Plans to create a task force to tackle a growing heroin “epidemic” were set into motion this semester by city and county officials.
The nonprofit organization Safe Communities and the Public Health Department worked together to create the Opiates Task Force, which will focus on reducing access to and demand for opiates such as heroin.
According to Mayor Paul Soglin, burglaries and armed robberies related to the use of heroin have increased recently, and Dane County proposed the creation of the force in response to these incidents.
Madison Police Department spokesperson Joel DeSpain described the heroin-related issues as an epidemic in the city.
“We do have a number of people dying from heroin,” DeSpain said.
Lt. Brian Ackeret, a member of the Dane County Drug Task Force, said in the past three years law enforcement has seen an increase in heroin use, distribution and related overdoses. According to Ackeret, 132 overdoses related to heroin occurred in 2011. Twenty overdoses resulted in the death of the user.
Ackeret said the current Dane County Drug Task Force focuses primarily on drug distribution. The force also follows up on drug overdoses and the resulting deaths in an attempt to identify what individuals were involved in the distribution and hold those people accountable.
According to a joint statement by Dane County Executive Joe Parisi and Soglin, city-county budgets would potentially invest $78,276 in the Opiates Task Force, which is still in its planning stages.
Soglin said the task force will work to reduce access to illegal and prescription drugs and prevent abuse of prescription drugs through monitoring, among other plans.

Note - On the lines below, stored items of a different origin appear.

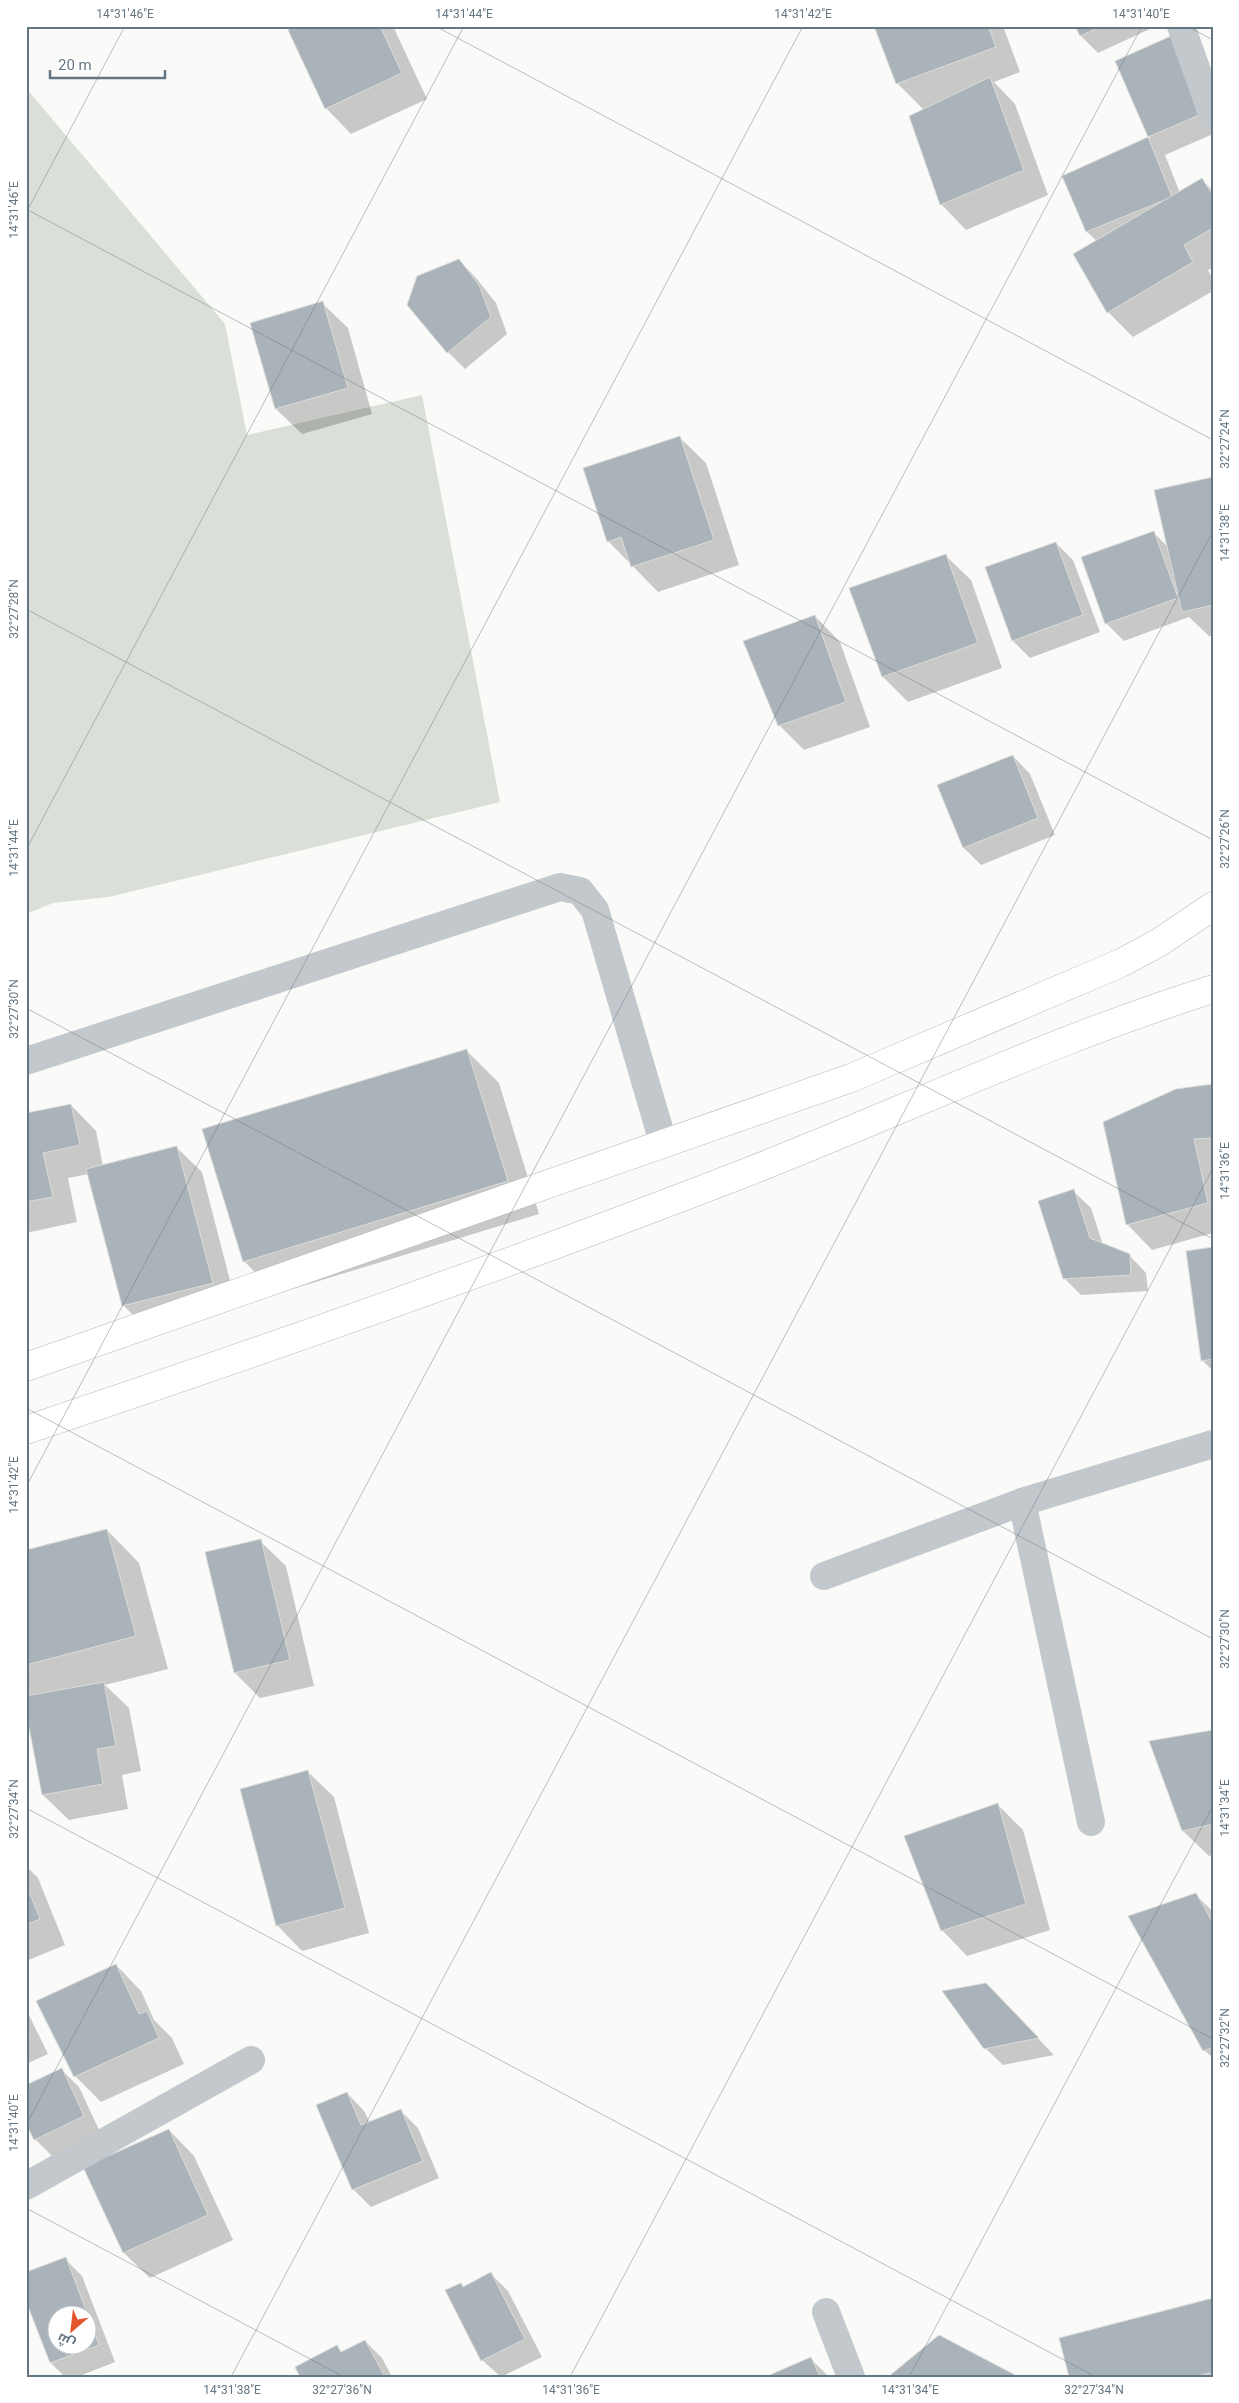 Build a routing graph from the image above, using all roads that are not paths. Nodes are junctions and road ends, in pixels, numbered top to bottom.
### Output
1 (1181, 26) edge
2 (1213, 116) edge
3 (1208, 907) edge
4 (1213, 989) edge
5 (26, 1061) edge
6 (664, 1142) junction
7 (26, 1366) edge
8 (26, 1430) edge
9 (1213, 1444) edge
10 (1022, 1502) junction
11 (824, 1576) dead end
12 (1090, 1822) dead end
13 (251, 2060) dead end
14 (26, 2186) edge
15 (826, 2312) dead end
16 (851, 2377) edge

1 - 2 street
3 - 6 street
4 - 8 street
5 - 6 street
6 - 7 street
9 - 10 street
10 - 11 street
10 - 12 street
13 - 14 street
15 - 16 street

“We need to recognize that [substance abuse] may occur in anybody’s home, anybody’s workplace – it may start not with illegal drugs, but with legal prescription medication,” Soglin said. “We are going to get control, and we are going to have a profound impact in making a safer community for everyone.”
A statement by the city said the misuse of prescription painkillers is an even bigger problem than heroin. According to the Centers for Disease Control and Prevention, more than 14,000 people die from prescription drug overdose every year, outweighing deaths by heroin and cocaine overdoses combined.